(What you have to do) Go through the data below and return each line where the string "graph" appears.

[Dataset entries]
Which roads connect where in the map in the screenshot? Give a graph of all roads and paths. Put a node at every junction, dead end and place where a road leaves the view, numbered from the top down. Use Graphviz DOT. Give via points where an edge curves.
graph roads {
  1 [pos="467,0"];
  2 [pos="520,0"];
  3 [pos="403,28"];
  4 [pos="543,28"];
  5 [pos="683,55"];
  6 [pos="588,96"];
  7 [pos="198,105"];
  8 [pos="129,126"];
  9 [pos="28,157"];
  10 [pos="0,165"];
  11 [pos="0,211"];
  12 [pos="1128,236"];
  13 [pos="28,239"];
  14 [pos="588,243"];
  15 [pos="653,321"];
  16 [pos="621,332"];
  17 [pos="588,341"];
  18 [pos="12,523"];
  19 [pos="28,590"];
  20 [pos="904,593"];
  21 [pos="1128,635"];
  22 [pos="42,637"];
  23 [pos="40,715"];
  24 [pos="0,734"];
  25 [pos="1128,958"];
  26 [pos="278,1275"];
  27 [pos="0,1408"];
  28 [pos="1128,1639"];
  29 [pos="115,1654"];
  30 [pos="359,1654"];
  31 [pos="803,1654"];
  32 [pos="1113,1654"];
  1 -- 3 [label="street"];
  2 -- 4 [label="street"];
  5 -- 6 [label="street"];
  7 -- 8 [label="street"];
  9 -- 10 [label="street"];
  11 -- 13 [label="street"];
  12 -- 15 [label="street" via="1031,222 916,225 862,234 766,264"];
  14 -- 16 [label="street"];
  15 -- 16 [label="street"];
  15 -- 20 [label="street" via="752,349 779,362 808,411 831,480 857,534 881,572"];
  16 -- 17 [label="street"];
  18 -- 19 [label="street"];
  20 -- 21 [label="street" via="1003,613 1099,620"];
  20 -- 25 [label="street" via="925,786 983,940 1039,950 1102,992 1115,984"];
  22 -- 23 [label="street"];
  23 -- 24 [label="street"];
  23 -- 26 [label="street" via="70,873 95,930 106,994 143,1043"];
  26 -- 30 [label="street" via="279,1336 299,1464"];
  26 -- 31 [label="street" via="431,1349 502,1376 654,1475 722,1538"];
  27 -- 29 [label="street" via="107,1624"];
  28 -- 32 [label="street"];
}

(Exercise result)
Which roads connect where in the map in the screenshot? Give a graph of all roads and paths. Put a node at every junction, dead end and place where a road leaves the view, numbered from the top down. Use Graphviz DOT. Give via points where an edge curves.
graph roads {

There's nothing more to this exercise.